■ **TASK DETAILS**
Return only the number of lines in the records below where the string "Béarn" shows up.

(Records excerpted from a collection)
--- START ---

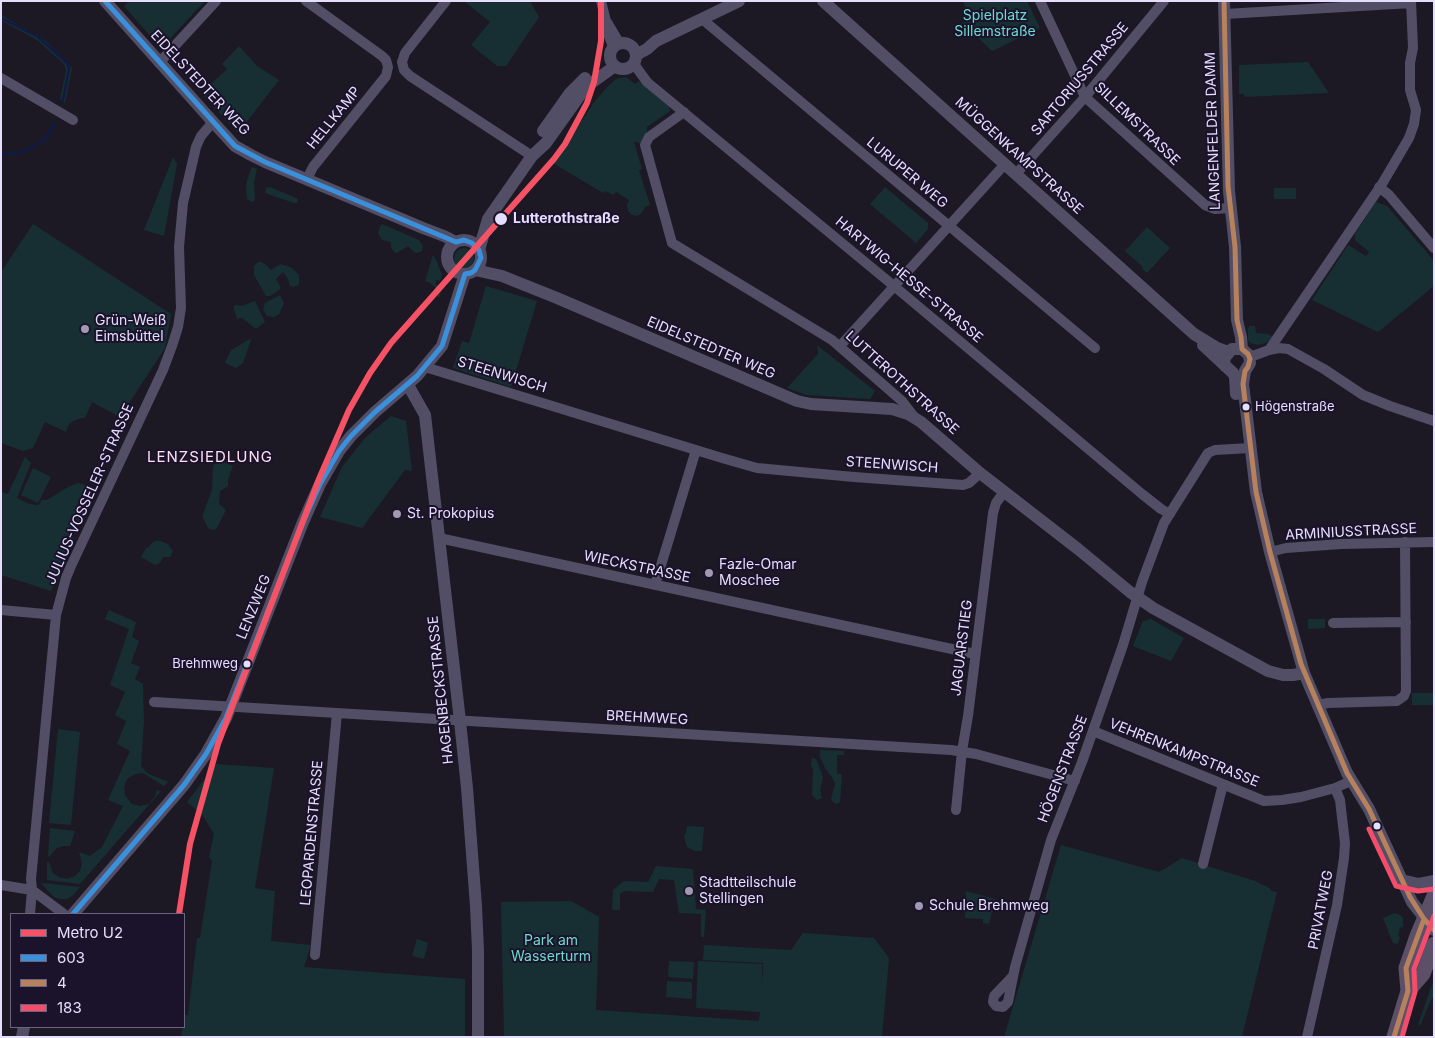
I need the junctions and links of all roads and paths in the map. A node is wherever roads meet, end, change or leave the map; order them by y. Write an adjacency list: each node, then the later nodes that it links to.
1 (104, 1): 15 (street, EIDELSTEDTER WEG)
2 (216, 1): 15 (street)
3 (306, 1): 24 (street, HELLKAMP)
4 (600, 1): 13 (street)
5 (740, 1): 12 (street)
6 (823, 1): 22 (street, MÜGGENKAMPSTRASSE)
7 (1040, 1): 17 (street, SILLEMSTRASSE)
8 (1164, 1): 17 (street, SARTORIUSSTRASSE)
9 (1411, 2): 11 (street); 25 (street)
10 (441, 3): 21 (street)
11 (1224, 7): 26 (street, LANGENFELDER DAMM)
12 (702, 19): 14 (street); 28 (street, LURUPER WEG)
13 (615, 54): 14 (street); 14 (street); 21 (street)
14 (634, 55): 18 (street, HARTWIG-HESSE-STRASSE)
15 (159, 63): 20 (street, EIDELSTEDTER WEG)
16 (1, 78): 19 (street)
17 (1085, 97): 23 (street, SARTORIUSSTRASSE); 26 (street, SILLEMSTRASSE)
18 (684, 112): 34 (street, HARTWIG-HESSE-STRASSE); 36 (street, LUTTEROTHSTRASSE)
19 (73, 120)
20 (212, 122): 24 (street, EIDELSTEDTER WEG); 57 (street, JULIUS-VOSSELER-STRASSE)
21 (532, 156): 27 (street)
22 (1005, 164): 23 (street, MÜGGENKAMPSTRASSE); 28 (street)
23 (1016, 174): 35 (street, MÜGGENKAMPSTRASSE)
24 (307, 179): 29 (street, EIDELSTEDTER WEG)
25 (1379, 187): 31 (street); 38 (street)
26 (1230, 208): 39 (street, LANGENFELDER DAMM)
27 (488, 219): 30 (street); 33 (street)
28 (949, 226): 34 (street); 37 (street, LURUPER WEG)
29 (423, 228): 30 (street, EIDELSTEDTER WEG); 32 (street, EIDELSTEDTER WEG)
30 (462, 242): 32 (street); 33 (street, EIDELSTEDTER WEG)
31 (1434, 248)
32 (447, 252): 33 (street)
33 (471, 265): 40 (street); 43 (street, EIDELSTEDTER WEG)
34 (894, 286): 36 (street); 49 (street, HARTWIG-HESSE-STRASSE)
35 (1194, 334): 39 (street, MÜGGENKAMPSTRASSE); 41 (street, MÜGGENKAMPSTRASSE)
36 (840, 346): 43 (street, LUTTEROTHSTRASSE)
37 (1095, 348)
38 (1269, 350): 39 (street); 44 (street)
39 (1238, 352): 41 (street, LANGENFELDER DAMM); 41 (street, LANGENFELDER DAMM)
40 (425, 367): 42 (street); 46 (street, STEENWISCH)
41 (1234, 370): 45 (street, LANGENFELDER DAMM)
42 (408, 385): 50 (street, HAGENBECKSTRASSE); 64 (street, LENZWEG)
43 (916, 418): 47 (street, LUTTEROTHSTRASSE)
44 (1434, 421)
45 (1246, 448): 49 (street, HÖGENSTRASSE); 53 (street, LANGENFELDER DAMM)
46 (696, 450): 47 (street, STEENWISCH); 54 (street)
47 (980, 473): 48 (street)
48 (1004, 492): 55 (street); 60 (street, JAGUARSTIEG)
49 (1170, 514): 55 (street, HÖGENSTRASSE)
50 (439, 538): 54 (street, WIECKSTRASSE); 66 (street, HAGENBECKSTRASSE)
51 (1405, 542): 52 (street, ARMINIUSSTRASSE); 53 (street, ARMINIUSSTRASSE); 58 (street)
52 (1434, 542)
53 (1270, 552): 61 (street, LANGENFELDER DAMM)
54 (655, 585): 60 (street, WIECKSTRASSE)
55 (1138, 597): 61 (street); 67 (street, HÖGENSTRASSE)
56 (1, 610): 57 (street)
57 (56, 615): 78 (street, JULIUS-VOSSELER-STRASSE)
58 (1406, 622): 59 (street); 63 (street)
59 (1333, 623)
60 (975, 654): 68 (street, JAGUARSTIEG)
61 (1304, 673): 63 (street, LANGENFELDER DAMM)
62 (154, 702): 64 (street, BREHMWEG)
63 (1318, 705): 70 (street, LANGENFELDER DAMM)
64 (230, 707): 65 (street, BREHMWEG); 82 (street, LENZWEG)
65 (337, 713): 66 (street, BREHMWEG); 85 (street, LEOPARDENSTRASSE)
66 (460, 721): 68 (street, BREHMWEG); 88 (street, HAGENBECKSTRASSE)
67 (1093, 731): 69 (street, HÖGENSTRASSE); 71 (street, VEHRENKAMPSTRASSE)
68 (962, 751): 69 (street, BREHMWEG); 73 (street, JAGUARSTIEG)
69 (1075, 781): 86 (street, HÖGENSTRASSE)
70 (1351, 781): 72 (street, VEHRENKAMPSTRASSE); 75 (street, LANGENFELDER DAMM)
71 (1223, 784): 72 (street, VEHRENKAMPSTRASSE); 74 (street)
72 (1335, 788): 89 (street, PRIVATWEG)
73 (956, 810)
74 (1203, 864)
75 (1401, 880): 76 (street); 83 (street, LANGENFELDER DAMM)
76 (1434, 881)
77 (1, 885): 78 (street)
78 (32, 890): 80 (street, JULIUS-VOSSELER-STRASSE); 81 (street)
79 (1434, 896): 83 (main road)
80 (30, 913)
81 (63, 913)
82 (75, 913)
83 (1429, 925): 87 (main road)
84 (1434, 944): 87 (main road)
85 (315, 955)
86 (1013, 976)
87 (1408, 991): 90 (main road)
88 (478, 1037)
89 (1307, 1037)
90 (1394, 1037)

--- END ---
--- START ---

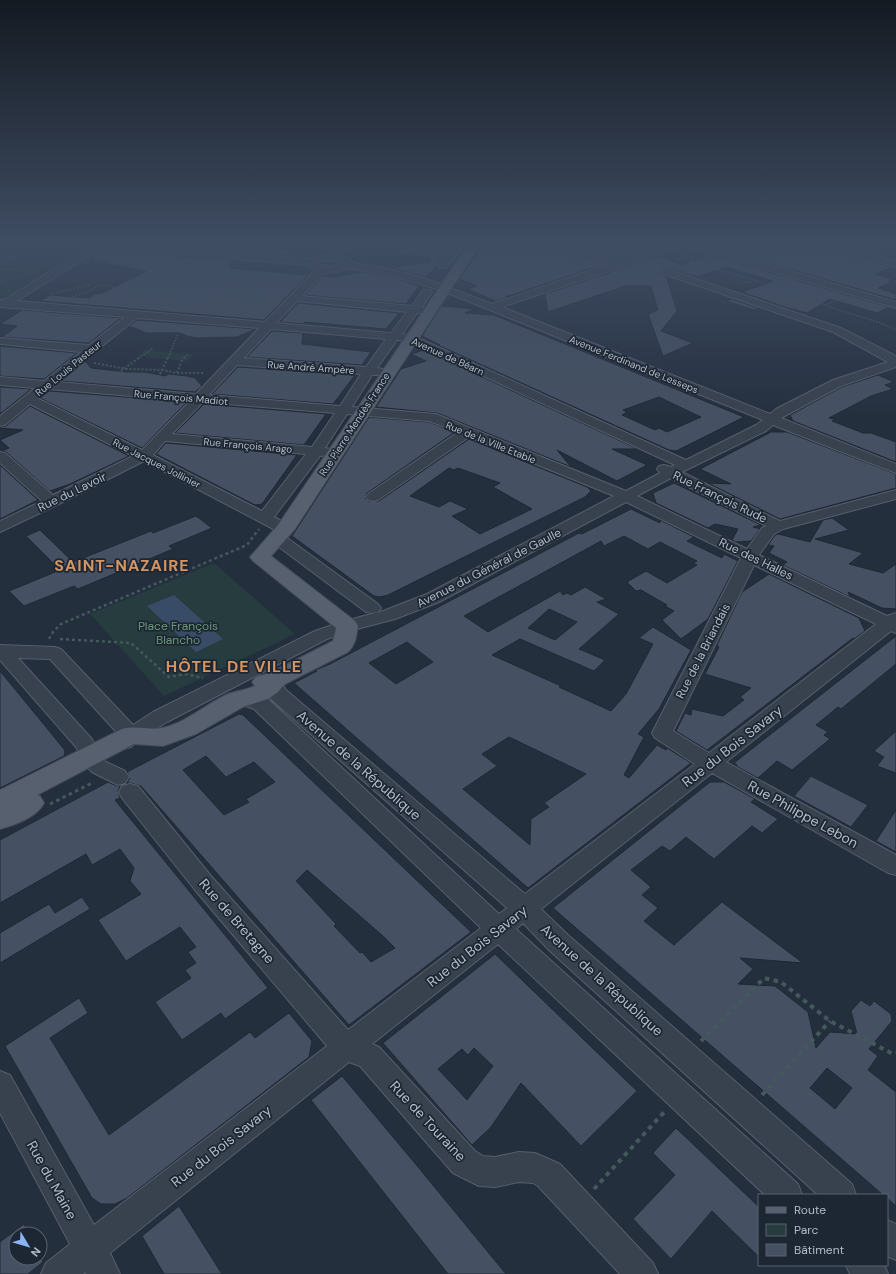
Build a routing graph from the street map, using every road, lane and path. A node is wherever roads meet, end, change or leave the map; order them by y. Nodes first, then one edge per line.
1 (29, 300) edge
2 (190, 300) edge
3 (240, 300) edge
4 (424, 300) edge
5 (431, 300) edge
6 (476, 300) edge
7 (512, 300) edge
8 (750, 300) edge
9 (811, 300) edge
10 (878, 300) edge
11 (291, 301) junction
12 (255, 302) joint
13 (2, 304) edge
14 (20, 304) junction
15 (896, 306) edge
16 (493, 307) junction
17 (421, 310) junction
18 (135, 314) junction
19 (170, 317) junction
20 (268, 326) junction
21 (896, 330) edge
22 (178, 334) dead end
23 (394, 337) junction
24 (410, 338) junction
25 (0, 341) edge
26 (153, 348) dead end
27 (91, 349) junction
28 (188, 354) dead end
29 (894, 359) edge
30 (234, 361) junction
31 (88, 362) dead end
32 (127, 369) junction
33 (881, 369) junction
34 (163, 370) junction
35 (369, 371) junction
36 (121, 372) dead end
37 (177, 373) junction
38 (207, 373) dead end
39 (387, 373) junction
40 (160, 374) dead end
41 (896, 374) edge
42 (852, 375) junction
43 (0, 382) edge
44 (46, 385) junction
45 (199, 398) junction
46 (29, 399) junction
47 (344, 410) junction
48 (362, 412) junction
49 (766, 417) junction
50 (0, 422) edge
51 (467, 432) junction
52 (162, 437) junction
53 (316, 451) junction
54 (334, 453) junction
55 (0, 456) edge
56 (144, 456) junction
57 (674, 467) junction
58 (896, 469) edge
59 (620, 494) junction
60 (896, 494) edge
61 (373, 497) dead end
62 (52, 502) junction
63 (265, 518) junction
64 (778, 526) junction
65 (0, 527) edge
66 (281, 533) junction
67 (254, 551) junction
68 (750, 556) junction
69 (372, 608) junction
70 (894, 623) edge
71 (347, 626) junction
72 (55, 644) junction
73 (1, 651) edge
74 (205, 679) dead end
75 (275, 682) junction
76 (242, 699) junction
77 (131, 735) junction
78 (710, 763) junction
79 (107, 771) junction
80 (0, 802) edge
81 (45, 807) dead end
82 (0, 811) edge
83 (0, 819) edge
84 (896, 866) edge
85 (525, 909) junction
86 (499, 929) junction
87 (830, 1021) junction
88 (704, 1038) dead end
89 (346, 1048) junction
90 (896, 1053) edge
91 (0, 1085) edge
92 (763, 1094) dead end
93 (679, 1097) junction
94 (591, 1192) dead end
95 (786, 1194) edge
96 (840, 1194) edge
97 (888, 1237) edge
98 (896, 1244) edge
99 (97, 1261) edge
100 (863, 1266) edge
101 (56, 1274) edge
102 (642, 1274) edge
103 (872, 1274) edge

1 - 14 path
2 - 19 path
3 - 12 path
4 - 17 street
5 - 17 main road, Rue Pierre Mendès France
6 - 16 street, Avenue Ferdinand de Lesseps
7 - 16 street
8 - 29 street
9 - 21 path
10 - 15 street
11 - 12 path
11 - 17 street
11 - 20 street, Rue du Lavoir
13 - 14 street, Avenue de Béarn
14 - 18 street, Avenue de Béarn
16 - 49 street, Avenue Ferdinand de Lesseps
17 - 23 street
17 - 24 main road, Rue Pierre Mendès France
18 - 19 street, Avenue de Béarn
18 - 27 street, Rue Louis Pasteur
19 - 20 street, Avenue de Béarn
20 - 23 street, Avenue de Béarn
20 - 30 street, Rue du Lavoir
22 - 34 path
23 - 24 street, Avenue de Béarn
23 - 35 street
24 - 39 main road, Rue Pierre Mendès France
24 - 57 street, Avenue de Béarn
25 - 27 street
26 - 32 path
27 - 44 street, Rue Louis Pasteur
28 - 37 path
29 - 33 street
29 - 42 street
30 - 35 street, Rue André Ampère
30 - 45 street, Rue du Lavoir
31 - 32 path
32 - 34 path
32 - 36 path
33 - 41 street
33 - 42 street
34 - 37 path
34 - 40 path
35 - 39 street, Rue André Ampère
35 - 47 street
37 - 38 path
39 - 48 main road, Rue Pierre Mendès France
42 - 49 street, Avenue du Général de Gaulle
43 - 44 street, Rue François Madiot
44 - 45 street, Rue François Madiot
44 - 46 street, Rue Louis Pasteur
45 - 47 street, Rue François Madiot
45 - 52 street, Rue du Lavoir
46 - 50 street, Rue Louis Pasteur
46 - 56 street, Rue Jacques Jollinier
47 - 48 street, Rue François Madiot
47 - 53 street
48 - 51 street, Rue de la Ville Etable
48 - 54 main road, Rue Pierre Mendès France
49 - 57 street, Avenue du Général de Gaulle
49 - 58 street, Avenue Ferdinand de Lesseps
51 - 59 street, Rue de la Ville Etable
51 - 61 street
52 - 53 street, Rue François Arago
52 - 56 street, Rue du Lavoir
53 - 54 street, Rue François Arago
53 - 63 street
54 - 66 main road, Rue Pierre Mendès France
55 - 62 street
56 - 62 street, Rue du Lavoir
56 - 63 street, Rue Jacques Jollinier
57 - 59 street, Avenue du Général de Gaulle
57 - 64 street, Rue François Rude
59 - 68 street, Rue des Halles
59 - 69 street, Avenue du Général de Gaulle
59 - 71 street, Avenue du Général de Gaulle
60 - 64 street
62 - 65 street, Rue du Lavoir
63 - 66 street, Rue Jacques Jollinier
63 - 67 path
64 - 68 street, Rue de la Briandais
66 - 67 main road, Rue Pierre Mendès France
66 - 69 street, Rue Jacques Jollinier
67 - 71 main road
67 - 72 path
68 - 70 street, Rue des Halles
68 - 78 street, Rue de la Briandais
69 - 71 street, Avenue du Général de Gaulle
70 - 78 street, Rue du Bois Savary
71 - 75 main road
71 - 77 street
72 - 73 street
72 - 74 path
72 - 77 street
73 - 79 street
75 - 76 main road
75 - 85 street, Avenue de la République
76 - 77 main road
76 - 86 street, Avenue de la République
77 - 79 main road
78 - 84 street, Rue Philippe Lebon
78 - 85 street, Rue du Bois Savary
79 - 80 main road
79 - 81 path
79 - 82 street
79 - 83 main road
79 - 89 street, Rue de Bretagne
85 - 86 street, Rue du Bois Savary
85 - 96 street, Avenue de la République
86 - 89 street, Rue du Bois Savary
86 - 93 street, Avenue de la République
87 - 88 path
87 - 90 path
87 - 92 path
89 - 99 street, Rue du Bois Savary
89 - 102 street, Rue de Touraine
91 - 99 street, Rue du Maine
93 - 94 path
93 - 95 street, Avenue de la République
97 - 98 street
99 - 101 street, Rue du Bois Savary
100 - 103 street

--- END ---

■ **RESULT BELOW**
7